Saved entries:
-*-*-
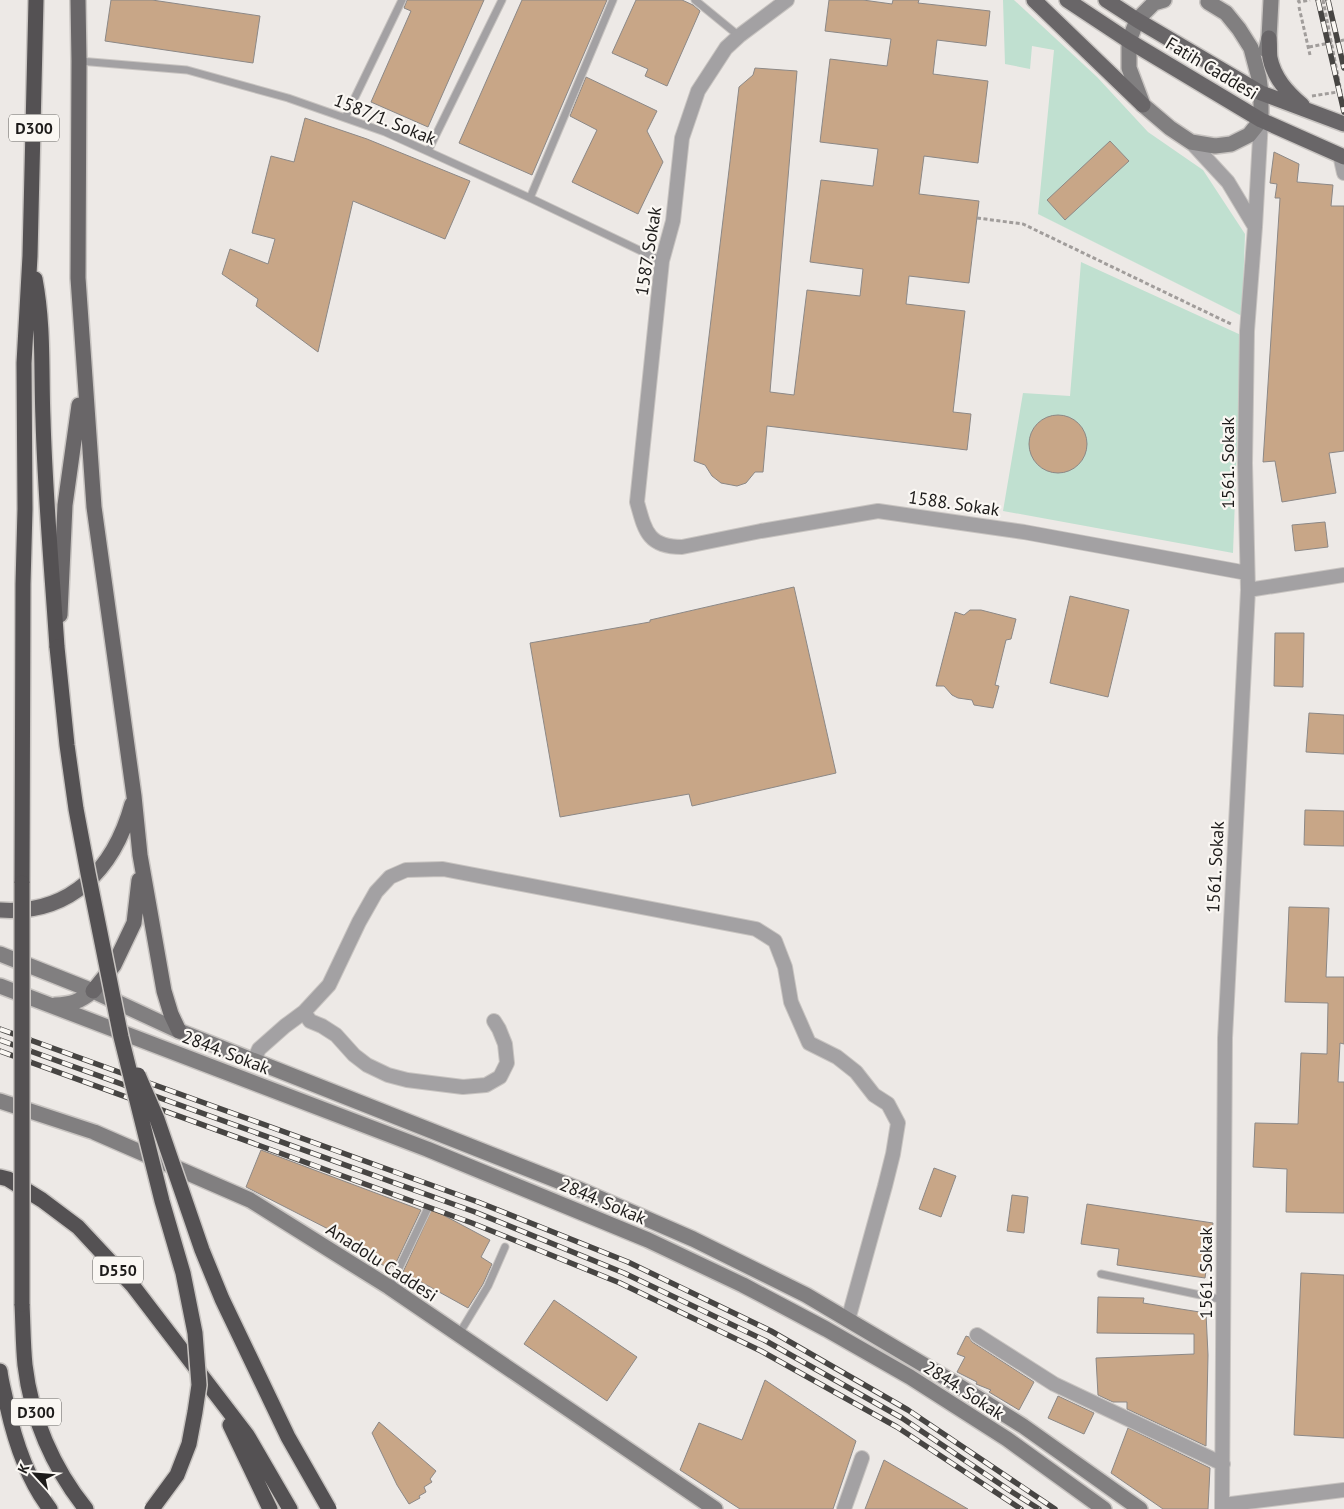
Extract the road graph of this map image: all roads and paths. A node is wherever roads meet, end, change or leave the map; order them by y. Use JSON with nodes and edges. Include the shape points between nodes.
{"nodes":[{"id":1,"x":36,"y":0,"type":"edge"},
{"id":2,"x":78,"y":0,"type":"edge"},
{"id":3,"x":402,"y":0,"type":"edge"},
{"id":4,"x":502,"y":0,"type":"edge"},
{"id":5,"x":613,"y":0,"type":"edge"},
{"id":6,"x":695,"y":0,"type":"edge"},
{"id":7,"x":787,"y":0,"type":"edge"},
{"id":8,"x":1034,"y":0,"type":"edge"},
{"id":9,"x":1067,"y":0,"type":"edge"},
{"id":10,"x":1106,"y":0,"type":"edge"},
{"id":11,"x":1164,"y":0,"type":"edge"},
{"id":12,"x":1271,"y":0,"type":"edge"},
{"id":13,"x":1298,"y":0,"type":"edge"},
{"id":14,"x":1310,"y":0,"type":"edge"},
{"id":15,"x":1322,"y":0,"type":"edge"},
{"id":16,"x":1208,"y":1,"type":"edge"},
{"id":17,"x":1300,"y":8,"type":"dead end"},
{"id":18,"x":1137,"y":20,"type":"junction"},
{"id":19,"x":739,"y":36,"type":"junction"},
{"id":20,"x":1269,"y":38,"type":"junction"},
{"id":21,"x":1344,"y":40,"type":"edge"},
{"id":22,"x":1129,"y":41,"type":"junction"},
{"id":23,"x":1332,"y":42,"type":"junction"},
{"id":24,"x":1308,"y":47,"type":"junction"},
{"id":25,"x":1310,"y":55,"type":"dead end"},
{"id":26,"x":79,"y":60,"type":"junction"},
{"id":27,"x":1259,"y":78,"type":"junction"},
{"id":28,"x":1343,"y":91,"type":"edge"},
{"id":29,"x":1262,"y":93,"type":"junction"},
{"id":30,"x":1304,"y":94,"type":"dead end"},
{"id":31,"x":1142,"y":105,"type":"junction"},
{"id":32,"x":1311,"y":112,"type":"junction"},
{"id":33,"x":345,"y":118,"type":"junction"},
{"id":34,"x":1261,"y":120,"type":"junction"},
{"id":35,"x":1344,"y":124,"type":"edge"},
{"id":36,"x":1191,"y":142,"type":"junction"},
{"id":37,"x":428,"y":151,"type":"junction"},
{"id":38,"x":1342,"y":156,"type":"edge"},
{"id":39,"x":1344,"y":173,"type":"edge"},
{"id":40,"x":530,"y":198,"type":"junction"},
{"id":41,"x":977,"y":218,"type":"dead end"},
{"id":42,"x":1256,"y":228,"type":"junction"},
{"id":43,"x":30,"y":256,"type":"junction"},
{"id":44,"x":662,"y":261,"type":"junction"},
{"id":45,"x":1246,"y":331,"type":"junction"},
{"id":46,"x":84,"y":373,"type":"junction"},
{"id":47,"x":656,"y":543,"type":"joint"},
{"id":48,"x":1247,"y":574,"type":"junction"},
{"id":49,"x":1344,"y":575,"type":"edge"},
{"id":50,"x":1248,"y":590,"type":"junction"},
{"id":51,"x":57,"y":647,"type":"junction"},
{"id":52,"x":134,"y":796,"type":"junction"},
{"id":53,"x":140,"y":856,"type":"junction"},
{"id":54,"x":0,"y":910,"type":"edge"},
{"id":55,"x":0,"y":954,"type":"edge"},
{"id":56,"x":0,"y":986,"type":"edge"},
{"id":57,"x":93,"y":991,"type":"junction"},
{"id":58,"x":49,"y":1005,"type":"junction"},
{"id":59,"x":304,"y":1012,"type":"junction"},
{"id":60,"x":494,"y":1021,"type":"dead end"},
{"id":61,"x":179,"y":1031,"type":"junction"},
{"id":62,"x":121,"y":1037,"type":"junction"},
{"id":63,"x":254,"y":1060,"type":"junction"},
{"id":64,"x":0,"y":1101,"type":"edge"},
{"id":65,"x":0,"y":1177,"type":"edge"},
{"id":66,"x":427,"y":1210,"type":"dead end"},
{"id":67,"x":505,"y":1247,"type":"dead end"},
{"id":68,"x":1101,"y":1274,"type":"dead end"},
{"id":69,"x":389,"y":1287,"type":"junction"},
{"id":70,"x":1224,"y":1300,"type":"junction"},
{"id":71,"x":848,"y":1320,"type":"junction"},
{"id":72,"x":459,"y":1335,"type":"junction"},
{"id":73,"x":977,"y":1335,"type":"dead end"},
{"id":74,"x":0,"y":1371,"type":"edge"},
{"id":75,"x":212,"y":1388,"type":"junction"},
{"id":76,"x":862,"y":1458,"type":"dead end"},
{"id":77,"x":1223,"y":1464,"type":"junction"},
{"id":78,"x":1344,"y":1490,"type":"edge"},
{"id":79,"x":1222,"y":1507,"type":"edge"},
{"id":80,"x":50,"y":1509,"type":"edge"},
{"id":81,"x":86,"y":1509,"type":"edge"},
{"id":82,"x":152,"y":1509,"type":"edge"},
{"id":83,"x":270,"y":1509,"type":"edge"},
{"id":84,"x":290,"y":1509,"type":"edge"},
{"id":85,"x":329,"y":1509,"type":"edge"},
{"id":86,"x":715,"y":1509,"type":"edge"},
{"id":87,"x":844,"y":1509,"type":"edge"},
{"id":88,"x":1104,"y":1509,"type":"edge"},
{"id":89,"x":1140,"y":1509,"type":"edge"}],
"edges":[{"from":1,"to":43,"type":"highway","number":"D300"},
{"from":2,"to":26,"type":"main road"},
{"from":3,"to":33,"type":"lane"},
{"from":4,"to":37,"type":"lane"},
{"from":5,"to":40,"type":"lane"},
{"from":6,"to":19,"type":"lane"},
{"from":7,"to":19,"type":"street","name":"1587. Sokak"},
{"from":8,"to":31,"type":"main road"},
{"from":9,"to":22,"type":"main road","name":"Fatih Caddesi"},
{"from":10,"to":18,"type":"main road","name":"Fatih Caddesi"},
{"from":11,"to":18,"type":"main road","via":[[1154,3]]},
{"from":12,"to":20,"type":"main road"},
{"from":13,"to":14,"type":"path"},
{"from":15,"to":23,"type":"path"},
{"from":16,"to":27,"type":"main road","via":[[1226,13],[1239,29],[1251,48]]},
{"from":17,"to":24,"type":"path"},
{"from":18,"to":22,"type":"main road"},
{"from":18,"to":29,"type":"main road","name":"Fatih Caddesi"},
{"from":19,"to":44,"type":"street","name":"1587. Sokak","via":[[726,48],[698,91],[682,138],[673,221]]},
{"from":20,"to":27,"type":"main road"},
{"from":20,"to":32,"type":"main road","via":[[1270,58],[1277,77],[1289,94]]},
{"from":21,"to":23,"type":"path"},
{"from":22,"to":31,"type":"main road","via":[[1129,68]]},
{"from":22,"to":34,"type":"main road","name":"Fatih Caddesi"},
{"from":23,"to":24,"type":"path"},
{"from":23,"to":28,"type":"path"},
{"from":24,"to":25,"type":"path"},
{"from":26,"to":33,"type":"lane","name":"1587/1. Sokak","via":[[187,70],[288,98]]},
{"from":26,"to":46,"type":"main road","via":[[78,278]]},
{"from":27,"to":29,"type":"main road"},
{"from":28,"to":30,"type":"path","via":[[1313,96]]},
{"from":29,"to":32,"type":"main road","name":"Fatih Caddesi"},
{"from":29,"to":34,"type":"main road"},
{"from":31,"to":36,"type":"main road"},
{"from":32,"to":35,"type":"main road","name":"Fatih Caddesi"},
{"from":33,"to":37,"type":"lane","name":"1587/1. Sokak"},
{"from":34,"to":36,"type":"main road","via":[[1250,135],[1231,144],[1215,146]]},
{"from":34,"to":38,"type":"main road","name":"Fatih Caddesi"},
{"from":34,"to":42,"type":"street","name":"1561. Sokak"},
{"from":36,"to":42,"type":"street","via":[[1228,182]]},
{"from":37,"to":40,"type":"lane","name":"1587/1. Sokak"},
{"from":38,"to":39,"type":"street"},
{"from":40,"to":44,"type":"lane","name":"1587/1. Sokak"},
{"from":41,"to":45,"type":"path","via":[[1023,224]]},
{"from":42,"to":45,"type":"street","name":"1561. Sokak"},
{"from":43,"to":51,"type":"highway","via":[[42,330],[44,436]]},
{"from":43,"to":81,"type":"highway","number":"D300","bridge":true,"via":[[24,363],[22,1304],[25,1366],[42,1434],[58,1470]]},
{"from":44,"to":47,"type":"street","name":"1587. Sokak","via":[[636,502],[644,527]]},
{"from":45,"to":48,"type":"street","name":"1561. Sokak","via":[[1244,463]]},
{"from":46,"to":51,"type":"main road","via":[[65,505]]},
{"from":46,"to":52,"type":"main road","via":[[94,507]]},
{"from":47,"to":48,"type":"street","name":"1588. Sokak","via":[[682,547],[878,511],[1024,532]]},
{"from":48,"to":50,"type":"street","name":"1561. Sokak"},
{"from":49,"to":50,"type":"street"},
{"from":50,"to":70,"type":"street","name":"1561. Sokak","via":[[1226,1038]]},
{"from":51,"to":62,"type":"highway","bridge":true,"via":[[76,809]]},
{"from":52,"to":53,"type":"main road"},
{"from":52,"to":54,"type":"main road","via":[[118,840],[87,883],[67,897],[42,907]]},
{"from":53,"to":57,"type":"main road","via":[[134,923],[114,965]]},
{"from":53,"to":61,"type":"main road","via":[[164,991]]},
{"from":55,"to":57,"type":"main road","name":"2844. Sokak"},
{"from":56,"to":58,"type":"main road","name":"2844. Sokak"},
{"from":57,"to":58,"type":"main road","via":[[71,1004]]},
{"from":57,"to":61,"type":"main road","name":"2844. Sokak"},
{"from":58,"to":88,"type":"main road","name":"2844. Sokak","via":[[532,1191],[734,1281],[910,1377],[1007,1439]]},
{"from":59,"to":60,"type":"street","via":[[310,1021],[336,1035],[367,1065],[388,1075],[463,1086],[486,1085],[500,1077],[507,1063],[505,1044]]},
{"from":59,"to":63,"type":"street","via":[[260,1048]]},
{"from":59,"to":71,"type":"street","via":[[329,985],[376,892],[390,877],[406,870],[443,869],[756,928],[775,941],[791,1002],[809,1044],[837,1057],[856,1072],[874,1095],[888,1104],[898,1123],[885,1186]]},
{"from":61,"to":63,"type":"main road","name":"2844. Sokak"},
{"from":62,"to":82,"type":"highway","bridge":true,"via":[[184,1281],[195,1333],[199,1385],[189,1444],[177,1475]]},
{"from":62,"to":85,"type":"highway","bridge":true,"via":[[157,1119],[222,1298],[288,1438]]},
{"from":63,"to":71,"type":"main road","name":"2844. Sokak","via":[[576,1188],[692,1239],[806,1295]]},
{"from":64,"to":69,"type":"main road","name":"Anadolu Caddesi","via":[[94,1132],[250,1200]]},
{"from":65,"to":75,"type":"highway","number":"D550","via":[[42,1200],[78,1227],[133,1286]]},
{"from":66,"to":69,"type":"lane"},
{"from":67,"to":72,"type":"lane","via":[[488,1286]]},
{"from":68,"to":70,"type":"lane"},
{"from":69,"to":72,"type":"main road","name":"Anadolu Caddesi"},
{"from":70,"to":77,"type":"street","name":"1561. Sokak"},
{"from":71,"to":89,"type":"main road","name":"2844. Sokak","via":[[1023,1426]]},
{"from":72,"to":86,"type":"main road","name":"Anadolu Caddesi"},
{"from":73,"to":77,"type":"street","via":[[1054,1384]]},
{"from":74,"to":80,"type":"highway","number":"D300","via":[[21,1457]]},
{"from":75,"to":83,"type":"highway","number":"D550"},
{"from":75,"to":84,"type":"highway","via":[[247,1435]]},
{"from":76,"to":87,"type":"street"},
{"from":77,"to":79,"type":"street","name":"1561. Sokak"},
{"from":78,"to":79,"type":"street"}]}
-*-*-
What you need to do. Please determine how many lines in the entries contain the word "nodes" and reply with that figure alone.

Response. 2